Frequently Asked Questions
Abrysvo stimulates the pregnant individual's immune system to produce antibodies against RSV prefusion F protein. These antibodies are actively transported across the placenta to the developing fetus during the third trimester. After birth, these passively acquired maternal antibodies circulate in the infant's bloodstream and provide protection against RSV infection, with the strongest effect observed during the first 90 days of life before antibody levels naturally decline.
Abrysvo is FDA-approved only for administration between 32 and 36 weeks of gestation. If you are beyond this window, your infant may instead receive nirsevimab (Beyfortus), a monoclonal antibody given directly to newborns that provides similar protection against RSV for approximately five months. Discuss the best option with your obstetrician or pediatrician based on your specific circumstances and the timing of RSV activity in your region.
Post-marketing surveillance data from the 2025-2026 season have not identified new safety signals beyond those observed in the MATISSE trial. Specifically, ongoing monitoring through the CDC's Vaccine Safety Datalink and the V-safe pregnancy registry has not confirmed an increased risk of preterm birth when Abrysvo is administered within the approved 32-to-36-week gestational window. The most commonly reported side effects remain injection site pain and mild fatigue.
References
- Kampmann B, et al. Bivalent Prefusion F Vaccine in Pregnancy to Prevent RSV Illness in Infants. N Engl J Med. 2023;388(16):1451-1464.

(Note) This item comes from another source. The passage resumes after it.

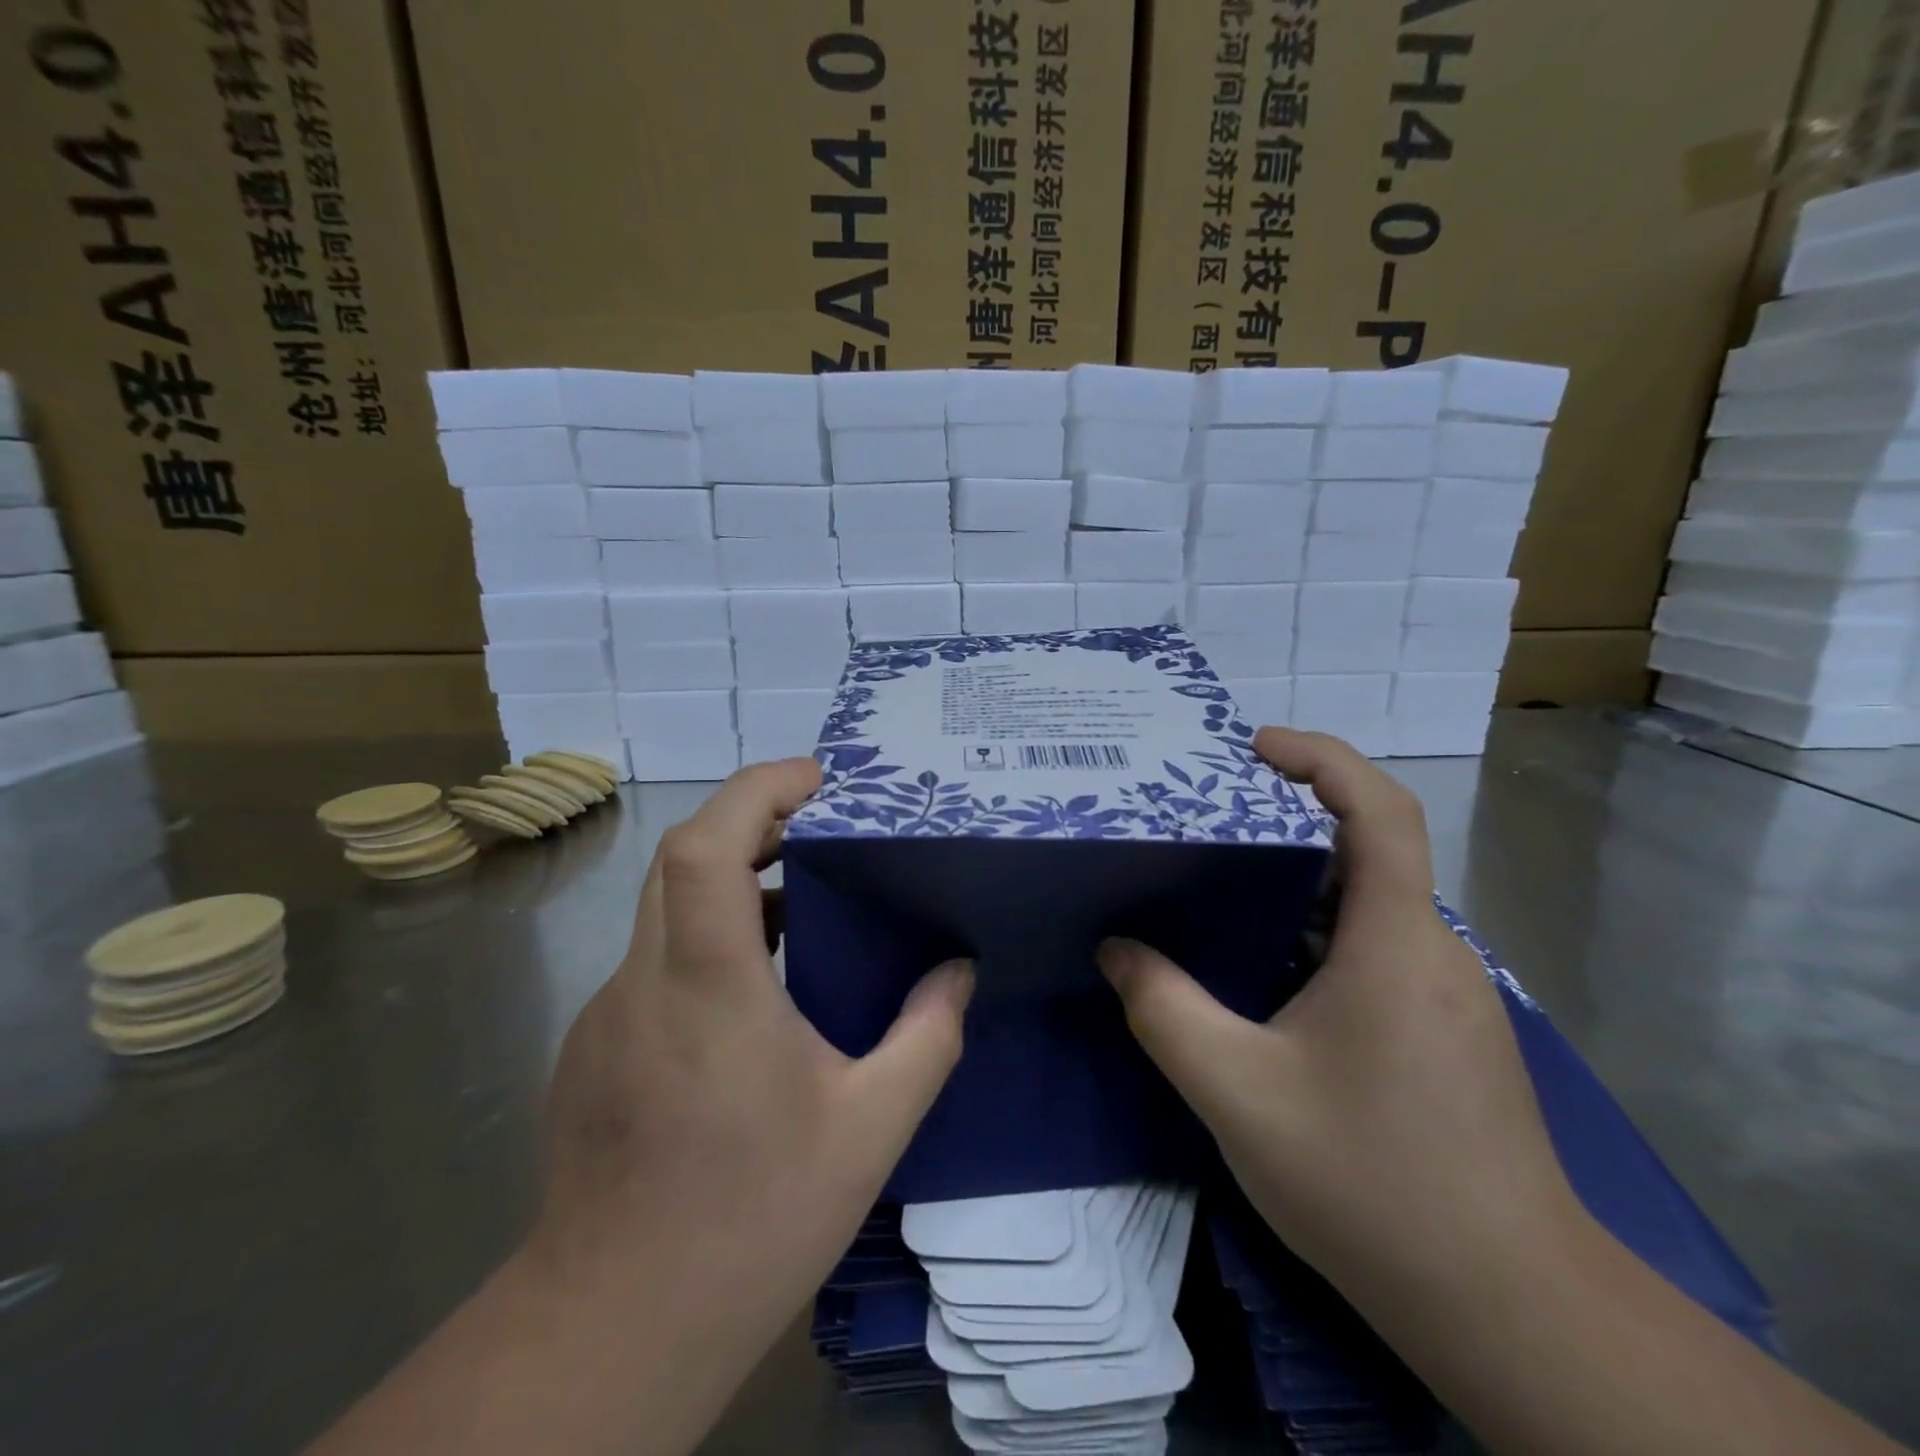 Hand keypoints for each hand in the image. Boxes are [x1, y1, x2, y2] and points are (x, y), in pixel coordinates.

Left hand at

- Fleming-Dutra KE, et al. Use of the Pfizer Respiratory Syncytial Virus Vaccine During Pregnancy for the Prevention of RSV-Associated Lower Respiratory Tract Disease in Infants: Recommendations of the Advisory Committee on Immunization Practices — United States, 2023. MMWR Morb Mortal Wkly Rep. 2023;72(41):1115-1122.
- American College of Obstetricians and Gynecologists. Practice Advisory: Respiratory Syncytial Virus Vaccination During Pregnancy. ACOG. September 2023.
- Munjal I, et al. Safety and Immunogenicity of a Bivalent RSV Prefusion F Subunit Vaccine in Pregnant Women: Results of a Phase 3 Trial. Vaccine. 2024;42(3):585-593.